According to this article HERE, there is worry that thousands of young people are becoming infected. It’s in Spanish but roughly translated, it says 17 people between the ages of 15 and 19 were found to be infected in 2016, and 1175 between the ages of 10 and 19 have been found since the first case was identified in 1984. Young people aren’t being careful about taking precautions, and if they get infected they don’t want to tell their families because of the stigma. Half of the infected kids are in the Ngabe Bugle Comarca, the area belonging to the indigenous people. In that part of the country, getting people to treatment can be very challenging because much of it is inaccessible much of the time.

This article from NPR (in English) is much more alarming. San Felix is a town close to the edge of the Comarca and many indigenous come for the clinic there.

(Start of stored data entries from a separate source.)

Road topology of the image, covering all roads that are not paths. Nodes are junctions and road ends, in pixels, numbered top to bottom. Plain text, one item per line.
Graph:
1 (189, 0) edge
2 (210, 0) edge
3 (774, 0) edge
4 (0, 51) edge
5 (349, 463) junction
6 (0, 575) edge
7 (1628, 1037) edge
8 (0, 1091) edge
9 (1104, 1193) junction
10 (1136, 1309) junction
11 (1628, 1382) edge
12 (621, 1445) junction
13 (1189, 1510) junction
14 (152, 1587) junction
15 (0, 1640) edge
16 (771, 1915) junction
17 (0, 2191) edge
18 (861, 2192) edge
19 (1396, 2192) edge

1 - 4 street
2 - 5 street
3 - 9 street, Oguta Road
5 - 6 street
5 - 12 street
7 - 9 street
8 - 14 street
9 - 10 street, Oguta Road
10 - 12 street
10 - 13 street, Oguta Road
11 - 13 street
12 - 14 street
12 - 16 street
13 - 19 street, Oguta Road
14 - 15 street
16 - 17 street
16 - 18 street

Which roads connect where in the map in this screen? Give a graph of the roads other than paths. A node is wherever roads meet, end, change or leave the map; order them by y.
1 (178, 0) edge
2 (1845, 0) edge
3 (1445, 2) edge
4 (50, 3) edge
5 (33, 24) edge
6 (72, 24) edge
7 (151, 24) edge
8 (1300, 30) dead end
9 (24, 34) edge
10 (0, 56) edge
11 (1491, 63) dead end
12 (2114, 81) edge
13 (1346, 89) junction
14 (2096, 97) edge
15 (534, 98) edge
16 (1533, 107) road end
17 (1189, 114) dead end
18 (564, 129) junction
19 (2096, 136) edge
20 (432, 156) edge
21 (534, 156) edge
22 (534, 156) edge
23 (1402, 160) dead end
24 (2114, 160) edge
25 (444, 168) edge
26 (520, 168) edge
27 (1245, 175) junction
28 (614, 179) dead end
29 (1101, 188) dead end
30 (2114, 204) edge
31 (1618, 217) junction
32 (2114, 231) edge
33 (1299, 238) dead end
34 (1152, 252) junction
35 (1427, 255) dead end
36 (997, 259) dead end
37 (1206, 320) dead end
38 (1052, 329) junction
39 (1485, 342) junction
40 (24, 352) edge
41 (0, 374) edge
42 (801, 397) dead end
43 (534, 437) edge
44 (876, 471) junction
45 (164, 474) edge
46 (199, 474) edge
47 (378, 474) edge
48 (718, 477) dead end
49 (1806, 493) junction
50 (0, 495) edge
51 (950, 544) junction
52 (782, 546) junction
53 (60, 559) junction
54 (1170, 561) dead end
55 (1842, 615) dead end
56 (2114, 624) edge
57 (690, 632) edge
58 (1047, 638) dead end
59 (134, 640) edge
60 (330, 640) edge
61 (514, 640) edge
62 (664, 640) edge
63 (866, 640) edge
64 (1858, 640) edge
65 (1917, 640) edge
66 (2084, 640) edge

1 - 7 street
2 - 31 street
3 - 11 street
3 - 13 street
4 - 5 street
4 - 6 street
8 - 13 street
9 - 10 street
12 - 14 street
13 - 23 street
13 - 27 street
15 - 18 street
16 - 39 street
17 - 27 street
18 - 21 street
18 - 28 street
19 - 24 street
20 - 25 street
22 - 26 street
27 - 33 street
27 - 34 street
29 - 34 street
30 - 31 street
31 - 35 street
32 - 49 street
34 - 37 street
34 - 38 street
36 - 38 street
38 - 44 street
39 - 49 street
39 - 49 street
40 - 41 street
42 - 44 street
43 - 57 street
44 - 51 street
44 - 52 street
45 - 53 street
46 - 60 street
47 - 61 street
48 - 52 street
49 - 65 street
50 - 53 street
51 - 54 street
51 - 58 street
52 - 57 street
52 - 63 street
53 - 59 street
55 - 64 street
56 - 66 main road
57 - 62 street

The doctor in the clinic said in 2010 he had 30 people being treated for AIDS. By the end of last year he had 550. This article also talks about the stigma, and the very challenging problems of getting people care in such a remote and inaccessible area. Even getting condoms to the Comarca is difficult.

This article from News Room Panama from three years ago, said it was estimated that 20,000 people were living with AIDS. Efforts were just beginning to take the disease more seriously, find infected people and get them treatment (which is free). But, since many of the infected are LGBT, there is a lot of stigma to overcome for this and for the disease in general, along with the challenges of treating people in remote locations.

AIDS is a horrible disease. Growing up in the music and arts world in New York, I know many people who died from it. If I hadn’t left the city in 1979 just before the disease starting spreading, who knows how it could have affected me too. As a nurse it caught up with me later in the Midwest as I started seeing infected patients. In Florida for a time, one of my jobs was to visit infected people and teach them how to inject a new medication that was having really promising results. Thankfully today, AIDS doesn’t have to be the death sentence it was in the past, but infected people have to be identified and treated, and everyone needs to be taught prevention.